=== INPUT RECORDS ===

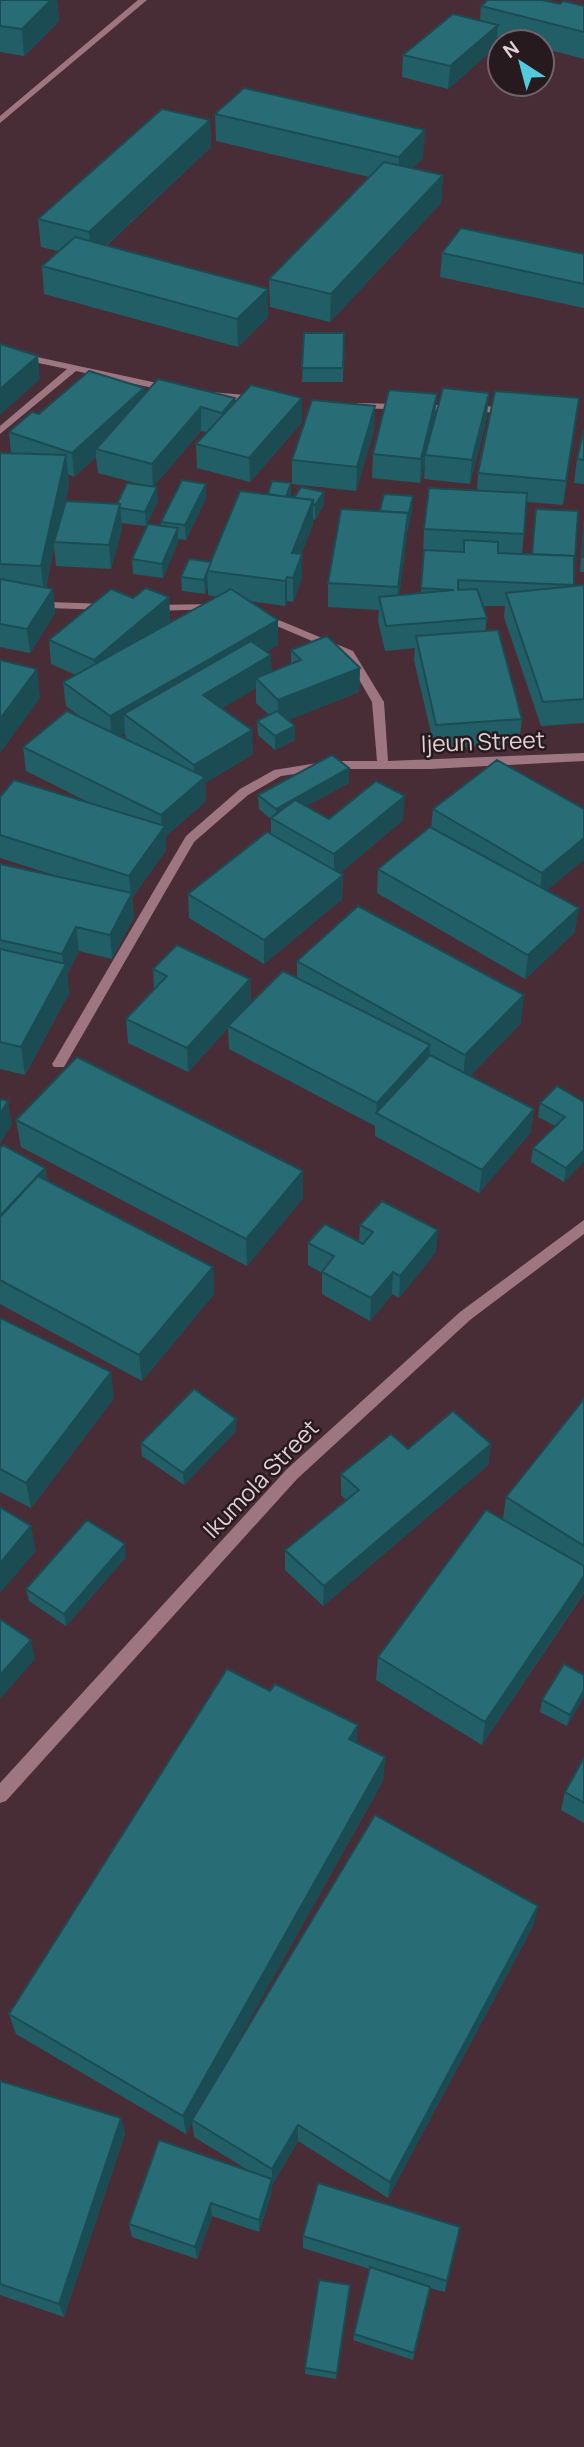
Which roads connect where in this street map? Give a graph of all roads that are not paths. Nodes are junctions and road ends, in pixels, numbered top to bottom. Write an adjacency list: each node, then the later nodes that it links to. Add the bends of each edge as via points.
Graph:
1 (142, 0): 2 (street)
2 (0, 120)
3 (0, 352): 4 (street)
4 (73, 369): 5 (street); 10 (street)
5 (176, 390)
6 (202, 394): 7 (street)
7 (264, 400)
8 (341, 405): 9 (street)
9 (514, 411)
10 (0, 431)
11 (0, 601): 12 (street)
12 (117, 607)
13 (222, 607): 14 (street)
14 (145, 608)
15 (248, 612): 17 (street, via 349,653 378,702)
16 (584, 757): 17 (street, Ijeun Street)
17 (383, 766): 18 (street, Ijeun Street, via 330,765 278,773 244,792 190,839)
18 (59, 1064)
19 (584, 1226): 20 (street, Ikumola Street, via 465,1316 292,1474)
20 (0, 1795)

===

** ASSIGNMENT **
From the first record above to the last, output each one exactly and omit the pictures.

** RESULT **
Which roads connect where in this street map? Give a graph of all roads that are not paths. Nodes are junctions and road ends, in pixels, numbered top to bottom. Write an adjacency list: each node, then the later nodes that it links to. Add the bends of each edge as via points.
Graph:
1 (142, 0): 2 (street)
2 (0, 120)
3 (0, 352): 4 (street)
4 (73, 369): 5 (street); 10 (street)
5 (176, 390)
6 (202, 394): 7 (street)
7 (264, 400)
8 (341, 405): 9 (street)
9 (514, 411)
10 (0, 431)
11 (0, 601): 12 (street)
12 (117, 607)
13 (222, 607): 14 (street)
14 (145, 608)
15 (248, 612): 17 (street, via 349,653 378,702)
16 (584, 757): 17 (street, Ijeun Street)
17 (383, 766): 18 (street, Ijeun Street, via 330,765 278,773 244,792 190,839)
18 (59, 1064)
19 (584, 1226): 20 (street, Ikumola Street, via 465,1316 292,1474)
20 (0, 1795)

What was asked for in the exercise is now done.